You are Love’s creature, an image of the God who is Love, intended for heart-to-heart intimacy with the Love who fashioned the stars … and you.

Pr. David L. Miller

Friday, November 20, 2020

For sure


... they are beloved ... for the gifts and the calling of God are irrevocable. (Romans 11:28b-29)

“What do ya’ know for sure?” I still hear the uplift in my father’s voice as he greeted farmers entering Apple River Feed and Seed, our family business.

The most common reply was, “Not much, Lavern; how about you?” With that and a chuckle, business commenced. And why not? Everyone who heard Dad’s voice knew that dusty office was a safe, welcoming space. Not so with much of life.

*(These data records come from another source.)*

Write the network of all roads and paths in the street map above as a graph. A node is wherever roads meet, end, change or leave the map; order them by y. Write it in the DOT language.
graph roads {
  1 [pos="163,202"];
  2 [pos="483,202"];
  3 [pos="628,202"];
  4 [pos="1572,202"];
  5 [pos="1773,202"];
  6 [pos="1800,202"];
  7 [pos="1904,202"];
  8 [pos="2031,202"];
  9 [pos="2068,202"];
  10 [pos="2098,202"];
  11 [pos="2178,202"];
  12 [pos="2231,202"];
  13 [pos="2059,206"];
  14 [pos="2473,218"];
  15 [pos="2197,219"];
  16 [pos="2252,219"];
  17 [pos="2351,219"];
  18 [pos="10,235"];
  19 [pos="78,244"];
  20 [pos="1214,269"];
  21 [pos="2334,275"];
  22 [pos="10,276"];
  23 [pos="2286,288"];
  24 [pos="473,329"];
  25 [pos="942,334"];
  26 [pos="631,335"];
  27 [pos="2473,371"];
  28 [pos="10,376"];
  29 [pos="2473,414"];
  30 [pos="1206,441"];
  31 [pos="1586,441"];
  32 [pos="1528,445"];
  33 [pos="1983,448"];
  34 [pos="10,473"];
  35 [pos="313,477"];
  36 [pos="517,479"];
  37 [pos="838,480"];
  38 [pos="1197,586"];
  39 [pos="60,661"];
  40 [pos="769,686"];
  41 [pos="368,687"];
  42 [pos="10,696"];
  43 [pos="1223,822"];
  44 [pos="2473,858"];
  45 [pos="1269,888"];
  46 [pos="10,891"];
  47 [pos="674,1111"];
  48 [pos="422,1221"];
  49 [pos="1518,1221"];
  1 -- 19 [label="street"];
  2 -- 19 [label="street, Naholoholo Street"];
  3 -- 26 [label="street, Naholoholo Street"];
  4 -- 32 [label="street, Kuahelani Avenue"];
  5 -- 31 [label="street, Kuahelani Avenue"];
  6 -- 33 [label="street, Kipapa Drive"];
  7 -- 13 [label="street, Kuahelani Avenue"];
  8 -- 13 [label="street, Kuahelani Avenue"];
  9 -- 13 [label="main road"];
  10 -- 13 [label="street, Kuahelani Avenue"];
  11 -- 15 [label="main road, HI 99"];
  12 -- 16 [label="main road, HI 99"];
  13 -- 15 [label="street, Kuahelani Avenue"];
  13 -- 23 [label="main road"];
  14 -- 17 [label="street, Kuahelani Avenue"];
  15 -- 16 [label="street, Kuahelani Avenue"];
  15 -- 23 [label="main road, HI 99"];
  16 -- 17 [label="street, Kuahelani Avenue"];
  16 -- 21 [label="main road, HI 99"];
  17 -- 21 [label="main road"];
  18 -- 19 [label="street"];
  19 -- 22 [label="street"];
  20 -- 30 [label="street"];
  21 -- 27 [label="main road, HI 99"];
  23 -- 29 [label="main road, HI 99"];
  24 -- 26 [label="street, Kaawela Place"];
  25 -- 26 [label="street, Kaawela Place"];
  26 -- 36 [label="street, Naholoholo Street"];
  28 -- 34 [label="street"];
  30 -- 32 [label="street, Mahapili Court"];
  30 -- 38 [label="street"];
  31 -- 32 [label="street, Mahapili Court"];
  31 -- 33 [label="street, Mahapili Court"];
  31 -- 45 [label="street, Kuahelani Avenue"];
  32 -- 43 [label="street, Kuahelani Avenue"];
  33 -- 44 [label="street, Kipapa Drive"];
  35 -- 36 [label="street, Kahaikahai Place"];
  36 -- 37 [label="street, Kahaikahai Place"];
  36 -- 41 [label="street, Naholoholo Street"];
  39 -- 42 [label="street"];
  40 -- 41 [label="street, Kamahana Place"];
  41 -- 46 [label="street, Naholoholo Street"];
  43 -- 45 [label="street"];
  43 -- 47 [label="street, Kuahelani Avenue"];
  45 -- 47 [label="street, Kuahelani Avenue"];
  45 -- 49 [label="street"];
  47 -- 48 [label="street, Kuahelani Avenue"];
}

Threats are real, the future impenetrable, and we cannot fathom the mysteries of what God is working in our world … or in us … at any given moment.

But this you can know ... for sure. God is faithful. Always. God’s loving promises are irrevocable, unbreakable and absolutely certain. Count on it.

With an everlasting love, God claims and calls you beloved. Grace and forgiveness are yours. You are held in a mercy that refuses to turn away. Nothing you do, no trouble that comes will invalidate God’s promise to love, forgive and seek you.

This is the one true thing.

Pr. David L. Miller

Thursday, November 19, 2020

The One who hears

Hear my prayer, O God; give ear to the words of my mouth. (Psalm 54:2)

The Holy One hears even when words fail us as so often they do. We sit to speak to God, hoping to express the depth of what is in us. But strands of hope and longing, anxiety and confusion tangle into an inseparable knot impossible to unwind.

We fall silent, restless and without hope of naming what we need, lacking words that speak the ache of our longing.

But do not fear or fall into despair. You are loved beyond all human measure by the One whose compassionate nearness is greater than your heart, more abundant than your need and who smiles at your confusion.

Offer the quagmire of your heart with a single word, “Help.’ Then rest and breathe in the Love who is always with you and always for you.

God’s unfailing love, this alone, unties the kinks in our hearts, breathing peace in our souls. It is then that we find the words we most want and need to speak, “Thank you, dearest God, for hearing my heart and sharing your own."